Hi Eberhard,
Le 08.09.2010 à 22:00, Eberhard Moenkeberg a écrit :
> Can mirrorbrain test latencies?
Not properly. The check that is done every minute doesn't pay big attention at
the response time, it just assesses whether a mirror responded within a fixed
time (usually 20s). However, it would be straighforward to extend the script to
do more things with the response time, like saving a history, plotting it, or
pulling some trigger when the response time suddenly grows.
I never made a directed effort to assess latencies, other than subjectively
experimenting. I generally think that albeit latency is easy to test, the
interpretation could be difficult. The distance to the tested mirror (from the
point where the test is run) would play a role and the results need related to
this. Or one might measure the latency relative to the "usual" (previously
observed) latency. But that's again also dependent on other factors. -I don't
have an easy recipe, although I like the idea.
> For the efficiency of the cache effect, it would be good if mirrorbrain could
> for each file request prefer a server to whom this request recently already
> got redirected. Is that possible?
It could be done. Christoph Thiel, my predecessor and former colleague at SUSE,
also suggested it some years ago. The idea was to make better use of the
mirrors buffer caches.
I brainstormed a little bit and came up with the following conclusions.
It seems definitely possible, and if I'm right, actually feasible.
It is principally an old problem to optimize the utilization of caches which
are located between users and servers. The goal is to distribute requests into
"buckets" equally, close both to the users and to the servers. Ideally in a
stable fashion, that if one bucket is added, or one drops out, not all caches
are flushed by a redistribution.
Characteristically, the classic problem is about a large number of objects
(say, web pages) cached, compared to a relatively small number of caches
(intermediaries). In todays mirroring, we often have a few particular files
(the hot spots) that are comparably large, but infrequent (let's say 2 OOo
files, or 5 Linux iso images), and 1-10 mirrors per country. However, the most
obvious approach, a simple hash function that distributes the requests, won't
work here. Why not? I'll demonstrate below.
First, there are conditions that must be met.

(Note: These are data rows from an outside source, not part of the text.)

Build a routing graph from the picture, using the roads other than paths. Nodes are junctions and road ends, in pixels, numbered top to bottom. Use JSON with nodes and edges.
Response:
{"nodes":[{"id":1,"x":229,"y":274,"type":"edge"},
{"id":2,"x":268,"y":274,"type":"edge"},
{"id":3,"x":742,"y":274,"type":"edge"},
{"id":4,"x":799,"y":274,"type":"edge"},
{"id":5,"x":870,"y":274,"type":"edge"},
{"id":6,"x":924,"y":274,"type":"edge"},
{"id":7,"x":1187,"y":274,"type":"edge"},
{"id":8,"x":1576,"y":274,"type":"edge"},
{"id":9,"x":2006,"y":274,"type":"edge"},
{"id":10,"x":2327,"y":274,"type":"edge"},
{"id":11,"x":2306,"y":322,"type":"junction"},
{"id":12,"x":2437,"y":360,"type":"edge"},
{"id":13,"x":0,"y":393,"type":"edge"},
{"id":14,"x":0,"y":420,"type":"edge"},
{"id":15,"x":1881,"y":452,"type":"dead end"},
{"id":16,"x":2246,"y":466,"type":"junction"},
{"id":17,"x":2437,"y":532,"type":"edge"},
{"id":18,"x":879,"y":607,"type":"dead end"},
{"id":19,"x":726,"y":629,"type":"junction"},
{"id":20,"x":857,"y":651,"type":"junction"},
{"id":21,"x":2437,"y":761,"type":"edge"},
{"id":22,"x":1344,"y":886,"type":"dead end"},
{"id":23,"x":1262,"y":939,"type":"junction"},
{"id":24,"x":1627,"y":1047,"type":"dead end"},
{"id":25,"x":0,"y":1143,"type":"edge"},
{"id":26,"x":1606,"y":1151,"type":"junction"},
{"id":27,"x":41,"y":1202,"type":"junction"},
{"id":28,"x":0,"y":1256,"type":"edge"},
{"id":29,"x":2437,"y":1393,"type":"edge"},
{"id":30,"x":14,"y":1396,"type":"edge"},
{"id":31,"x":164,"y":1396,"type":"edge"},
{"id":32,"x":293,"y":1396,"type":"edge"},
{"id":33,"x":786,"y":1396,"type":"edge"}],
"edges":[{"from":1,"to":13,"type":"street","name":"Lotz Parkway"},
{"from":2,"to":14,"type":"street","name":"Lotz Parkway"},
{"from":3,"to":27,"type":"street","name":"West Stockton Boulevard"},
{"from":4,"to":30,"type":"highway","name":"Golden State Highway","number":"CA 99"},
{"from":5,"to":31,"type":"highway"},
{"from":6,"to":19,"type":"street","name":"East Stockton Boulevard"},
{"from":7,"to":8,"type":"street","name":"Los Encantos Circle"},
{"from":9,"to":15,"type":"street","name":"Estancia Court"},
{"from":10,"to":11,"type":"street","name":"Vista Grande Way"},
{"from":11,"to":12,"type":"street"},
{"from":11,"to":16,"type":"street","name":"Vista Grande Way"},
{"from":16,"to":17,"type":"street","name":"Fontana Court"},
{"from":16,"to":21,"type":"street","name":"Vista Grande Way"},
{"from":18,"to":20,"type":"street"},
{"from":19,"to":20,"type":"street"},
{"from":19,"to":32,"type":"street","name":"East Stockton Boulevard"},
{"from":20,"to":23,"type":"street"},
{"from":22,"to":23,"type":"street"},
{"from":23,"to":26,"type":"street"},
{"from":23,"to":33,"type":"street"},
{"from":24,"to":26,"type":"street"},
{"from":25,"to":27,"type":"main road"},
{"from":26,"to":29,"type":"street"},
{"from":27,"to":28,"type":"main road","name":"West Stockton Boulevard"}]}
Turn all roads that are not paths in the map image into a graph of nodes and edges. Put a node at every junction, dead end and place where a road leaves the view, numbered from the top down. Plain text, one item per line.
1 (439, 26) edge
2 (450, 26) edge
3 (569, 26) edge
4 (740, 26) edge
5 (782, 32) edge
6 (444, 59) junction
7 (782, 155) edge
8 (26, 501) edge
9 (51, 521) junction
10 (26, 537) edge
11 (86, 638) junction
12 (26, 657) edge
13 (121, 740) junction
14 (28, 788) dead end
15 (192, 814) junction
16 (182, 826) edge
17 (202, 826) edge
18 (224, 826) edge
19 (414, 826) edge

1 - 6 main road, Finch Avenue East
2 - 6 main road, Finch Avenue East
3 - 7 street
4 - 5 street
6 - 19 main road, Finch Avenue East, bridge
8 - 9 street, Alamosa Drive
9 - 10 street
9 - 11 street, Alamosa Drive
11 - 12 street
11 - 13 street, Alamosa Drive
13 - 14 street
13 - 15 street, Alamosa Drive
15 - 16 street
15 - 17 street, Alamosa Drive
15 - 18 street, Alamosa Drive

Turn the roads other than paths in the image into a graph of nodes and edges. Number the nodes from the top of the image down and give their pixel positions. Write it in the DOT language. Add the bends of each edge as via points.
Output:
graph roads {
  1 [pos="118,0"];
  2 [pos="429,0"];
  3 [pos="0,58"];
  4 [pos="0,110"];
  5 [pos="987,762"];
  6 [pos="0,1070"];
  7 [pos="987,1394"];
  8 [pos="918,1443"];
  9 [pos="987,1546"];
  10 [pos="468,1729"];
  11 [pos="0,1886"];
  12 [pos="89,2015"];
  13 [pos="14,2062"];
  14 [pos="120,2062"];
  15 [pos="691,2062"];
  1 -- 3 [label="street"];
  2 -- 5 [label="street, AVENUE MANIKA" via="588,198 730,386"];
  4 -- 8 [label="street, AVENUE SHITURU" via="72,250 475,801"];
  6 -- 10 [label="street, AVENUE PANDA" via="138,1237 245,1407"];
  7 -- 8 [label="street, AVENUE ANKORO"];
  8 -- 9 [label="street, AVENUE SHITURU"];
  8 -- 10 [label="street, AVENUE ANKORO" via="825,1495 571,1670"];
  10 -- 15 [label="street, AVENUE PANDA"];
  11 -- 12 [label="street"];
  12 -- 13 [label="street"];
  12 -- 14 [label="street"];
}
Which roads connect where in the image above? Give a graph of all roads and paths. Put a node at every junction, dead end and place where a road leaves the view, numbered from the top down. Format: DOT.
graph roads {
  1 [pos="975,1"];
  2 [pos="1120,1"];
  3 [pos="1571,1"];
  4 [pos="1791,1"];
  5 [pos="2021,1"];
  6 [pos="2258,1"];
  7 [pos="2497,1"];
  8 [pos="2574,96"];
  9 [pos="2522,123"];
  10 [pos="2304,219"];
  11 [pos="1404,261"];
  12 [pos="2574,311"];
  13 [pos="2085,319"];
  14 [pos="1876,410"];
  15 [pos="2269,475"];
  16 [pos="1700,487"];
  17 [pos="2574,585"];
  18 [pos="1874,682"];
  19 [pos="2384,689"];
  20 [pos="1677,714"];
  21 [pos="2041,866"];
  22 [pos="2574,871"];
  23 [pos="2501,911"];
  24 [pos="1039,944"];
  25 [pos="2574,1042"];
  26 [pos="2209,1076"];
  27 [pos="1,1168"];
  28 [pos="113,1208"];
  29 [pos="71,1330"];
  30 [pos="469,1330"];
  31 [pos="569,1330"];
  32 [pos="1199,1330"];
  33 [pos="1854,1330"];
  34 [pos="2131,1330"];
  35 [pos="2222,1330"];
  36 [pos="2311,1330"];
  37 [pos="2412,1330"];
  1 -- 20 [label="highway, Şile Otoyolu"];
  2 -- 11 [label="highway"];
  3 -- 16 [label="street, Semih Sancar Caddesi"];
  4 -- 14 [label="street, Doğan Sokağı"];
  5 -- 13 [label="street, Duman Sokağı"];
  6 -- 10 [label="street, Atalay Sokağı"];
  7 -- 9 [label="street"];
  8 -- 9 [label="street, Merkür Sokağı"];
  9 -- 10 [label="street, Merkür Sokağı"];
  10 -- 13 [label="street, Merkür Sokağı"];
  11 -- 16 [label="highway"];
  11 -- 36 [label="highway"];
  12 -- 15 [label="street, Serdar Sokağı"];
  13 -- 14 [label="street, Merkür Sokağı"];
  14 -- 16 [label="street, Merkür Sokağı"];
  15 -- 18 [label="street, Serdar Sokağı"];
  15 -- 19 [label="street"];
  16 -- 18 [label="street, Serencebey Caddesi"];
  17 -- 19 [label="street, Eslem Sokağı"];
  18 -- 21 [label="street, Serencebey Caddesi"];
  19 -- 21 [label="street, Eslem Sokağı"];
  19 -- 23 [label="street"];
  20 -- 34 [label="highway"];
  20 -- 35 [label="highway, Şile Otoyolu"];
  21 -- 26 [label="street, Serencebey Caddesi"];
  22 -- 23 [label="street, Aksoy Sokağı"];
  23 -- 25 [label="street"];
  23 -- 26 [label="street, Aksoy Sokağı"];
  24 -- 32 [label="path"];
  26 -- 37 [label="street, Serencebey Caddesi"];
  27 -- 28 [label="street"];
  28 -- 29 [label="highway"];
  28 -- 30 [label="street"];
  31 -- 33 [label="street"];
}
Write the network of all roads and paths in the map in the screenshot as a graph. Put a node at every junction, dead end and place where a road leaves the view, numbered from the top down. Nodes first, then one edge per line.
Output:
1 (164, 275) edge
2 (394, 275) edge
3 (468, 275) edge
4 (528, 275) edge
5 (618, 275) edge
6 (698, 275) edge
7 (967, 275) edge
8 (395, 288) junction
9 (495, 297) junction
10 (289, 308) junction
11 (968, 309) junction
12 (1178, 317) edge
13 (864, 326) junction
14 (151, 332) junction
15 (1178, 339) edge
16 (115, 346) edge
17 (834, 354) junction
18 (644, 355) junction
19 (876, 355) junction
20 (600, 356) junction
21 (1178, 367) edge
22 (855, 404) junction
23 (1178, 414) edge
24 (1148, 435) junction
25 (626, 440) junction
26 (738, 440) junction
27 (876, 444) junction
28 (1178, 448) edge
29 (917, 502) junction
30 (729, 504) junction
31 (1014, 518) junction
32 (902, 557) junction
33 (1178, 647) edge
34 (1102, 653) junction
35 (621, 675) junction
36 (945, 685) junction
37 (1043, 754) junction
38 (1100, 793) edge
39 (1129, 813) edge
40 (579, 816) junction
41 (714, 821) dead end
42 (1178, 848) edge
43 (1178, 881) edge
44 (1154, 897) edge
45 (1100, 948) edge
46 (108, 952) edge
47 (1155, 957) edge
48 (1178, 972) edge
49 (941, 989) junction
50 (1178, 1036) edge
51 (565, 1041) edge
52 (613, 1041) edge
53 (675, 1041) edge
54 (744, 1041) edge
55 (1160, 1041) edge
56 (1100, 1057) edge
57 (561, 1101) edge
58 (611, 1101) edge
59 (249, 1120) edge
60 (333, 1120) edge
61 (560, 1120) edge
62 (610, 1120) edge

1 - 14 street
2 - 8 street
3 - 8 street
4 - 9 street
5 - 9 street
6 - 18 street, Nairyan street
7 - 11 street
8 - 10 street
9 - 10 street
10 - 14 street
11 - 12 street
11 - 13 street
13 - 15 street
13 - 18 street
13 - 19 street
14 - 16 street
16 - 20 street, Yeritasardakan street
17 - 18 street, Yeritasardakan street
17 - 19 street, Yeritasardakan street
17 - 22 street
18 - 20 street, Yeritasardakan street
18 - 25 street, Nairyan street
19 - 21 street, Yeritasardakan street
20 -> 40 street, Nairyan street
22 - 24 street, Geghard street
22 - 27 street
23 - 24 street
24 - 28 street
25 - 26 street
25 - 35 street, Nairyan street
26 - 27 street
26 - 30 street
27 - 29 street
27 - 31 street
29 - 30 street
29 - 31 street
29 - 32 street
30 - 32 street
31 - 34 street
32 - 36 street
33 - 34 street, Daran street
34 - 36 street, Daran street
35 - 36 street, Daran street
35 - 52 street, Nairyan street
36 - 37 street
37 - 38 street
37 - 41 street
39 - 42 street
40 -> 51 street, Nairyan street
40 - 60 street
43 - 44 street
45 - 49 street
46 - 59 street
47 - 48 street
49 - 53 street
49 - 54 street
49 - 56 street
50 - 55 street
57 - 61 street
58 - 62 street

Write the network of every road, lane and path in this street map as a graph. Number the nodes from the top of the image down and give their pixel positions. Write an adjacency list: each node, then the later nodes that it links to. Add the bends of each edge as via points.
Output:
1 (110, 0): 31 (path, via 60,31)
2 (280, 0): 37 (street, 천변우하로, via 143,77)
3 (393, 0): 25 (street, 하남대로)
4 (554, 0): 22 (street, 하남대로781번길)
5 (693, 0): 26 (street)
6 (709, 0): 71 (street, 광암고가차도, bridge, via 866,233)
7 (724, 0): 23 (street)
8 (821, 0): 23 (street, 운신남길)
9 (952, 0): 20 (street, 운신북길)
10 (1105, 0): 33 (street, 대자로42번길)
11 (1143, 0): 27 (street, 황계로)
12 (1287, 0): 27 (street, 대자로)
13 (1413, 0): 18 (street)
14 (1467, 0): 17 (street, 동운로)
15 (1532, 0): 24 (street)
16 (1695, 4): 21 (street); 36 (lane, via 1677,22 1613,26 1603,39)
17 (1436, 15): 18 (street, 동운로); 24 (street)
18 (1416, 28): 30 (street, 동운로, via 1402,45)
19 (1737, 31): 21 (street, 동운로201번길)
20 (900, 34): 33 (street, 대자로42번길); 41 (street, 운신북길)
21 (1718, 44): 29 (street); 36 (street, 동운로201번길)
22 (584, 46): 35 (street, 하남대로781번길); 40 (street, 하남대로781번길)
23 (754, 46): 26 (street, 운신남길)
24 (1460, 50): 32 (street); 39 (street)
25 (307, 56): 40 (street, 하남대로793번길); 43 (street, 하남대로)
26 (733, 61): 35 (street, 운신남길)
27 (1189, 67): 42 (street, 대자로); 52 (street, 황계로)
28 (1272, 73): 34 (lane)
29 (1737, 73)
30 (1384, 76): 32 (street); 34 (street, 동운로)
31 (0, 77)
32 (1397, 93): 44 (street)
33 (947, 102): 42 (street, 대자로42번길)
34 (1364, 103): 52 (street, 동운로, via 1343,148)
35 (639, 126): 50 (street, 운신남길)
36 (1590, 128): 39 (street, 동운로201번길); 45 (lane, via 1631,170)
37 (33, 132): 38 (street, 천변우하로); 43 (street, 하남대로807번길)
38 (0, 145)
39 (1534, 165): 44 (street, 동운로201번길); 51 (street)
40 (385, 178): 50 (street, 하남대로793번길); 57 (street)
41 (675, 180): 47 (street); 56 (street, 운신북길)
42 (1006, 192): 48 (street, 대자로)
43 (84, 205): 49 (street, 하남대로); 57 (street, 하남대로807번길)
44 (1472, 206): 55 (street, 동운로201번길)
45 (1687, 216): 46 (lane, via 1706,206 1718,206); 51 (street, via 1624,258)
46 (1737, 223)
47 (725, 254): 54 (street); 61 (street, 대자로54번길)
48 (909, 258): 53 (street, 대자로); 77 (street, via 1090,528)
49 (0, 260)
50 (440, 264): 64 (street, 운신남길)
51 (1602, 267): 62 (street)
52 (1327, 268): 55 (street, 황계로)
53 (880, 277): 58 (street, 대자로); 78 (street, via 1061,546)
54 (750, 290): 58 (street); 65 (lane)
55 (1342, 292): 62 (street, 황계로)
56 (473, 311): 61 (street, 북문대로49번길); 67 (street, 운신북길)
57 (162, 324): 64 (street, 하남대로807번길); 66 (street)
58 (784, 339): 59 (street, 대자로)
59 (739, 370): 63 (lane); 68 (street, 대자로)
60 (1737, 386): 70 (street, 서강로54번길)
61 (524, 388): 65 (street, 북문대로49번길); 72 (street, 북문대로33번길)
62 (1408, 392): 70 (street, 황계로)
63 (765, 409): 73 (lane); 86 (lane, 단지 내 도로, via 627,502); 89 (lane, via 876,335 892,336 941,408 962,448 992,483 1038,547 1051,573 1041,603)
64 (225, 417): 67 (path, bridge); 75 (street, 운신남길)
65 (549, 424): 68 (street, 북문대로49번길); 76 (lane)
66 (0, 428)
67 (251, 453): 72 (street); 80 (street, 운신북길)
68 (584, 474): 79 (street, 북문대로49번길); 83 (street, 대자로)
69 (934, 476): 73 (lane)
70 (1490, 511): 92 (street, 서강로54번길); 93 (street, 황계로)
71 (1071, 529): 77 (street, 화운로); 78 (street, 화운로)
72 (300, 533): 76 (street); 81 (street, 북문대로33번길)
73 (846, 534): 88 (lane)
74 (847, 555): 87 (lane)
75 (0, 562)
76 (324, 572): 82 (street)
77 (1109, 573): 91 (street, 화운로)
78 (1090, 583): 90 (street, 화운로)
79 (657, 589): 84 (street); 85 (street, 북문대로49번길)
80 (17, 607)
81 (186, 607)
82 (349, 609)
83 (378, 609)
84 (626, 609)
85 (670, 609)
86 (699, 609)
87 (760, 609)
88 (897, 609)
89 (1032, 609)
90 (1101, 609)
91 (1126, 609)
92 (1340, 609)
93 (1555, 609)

1) The mirrors considered must be in *equal proximity* to the user. It would
obviously not make much sense to send all requests to DVD #1 to national
mirrors, whereas DVD #2 is served from another continent.
2) The mirrors considered must have *equal capacity*. If there are two mirror
nearby, but one of them has 10x the bandwidth, the requests can't be split
fifty-fifty. If there are two DVDs to be served, it wouldn't be good to serve
one from a strong mirror and one from a much weaker one.
3) If all the users run after just *one* file, the whole idea doesn't apply.
4) The files to be distributed intelligently must be similar in size and
popularity. It would not work to send all requests on DVDs to mirror A and all
requests to the release notes to mirror B...
Fifth, it is worth asking the question, how many mirrors are really disk-bound
in their operation, and how many are more bandwidth-bound. Maybe the situation
of some largest mirrors, whose bottleneck is disk throughput, is not
representative for everyone. There are mirrors like in India for instance,
where sheer bandwidth seems to be the biggest bottleneck. So, the first
question is, which percentage of mirrors would benefit from better buffer cache
utilization at all? Is it worth putting time into this?
Implications and limitations:
- Currently, mirror selection tries to alternate between available mirrors;
this means, users have a certain chance to work around a broken or slow mirror
simply by repeating their request. The technique proposed here would avoid
that, and mirror selection would be stuck to a one mirror, or to a smaller set
of mirrors; users had no chance to get to a better mirror with the next request.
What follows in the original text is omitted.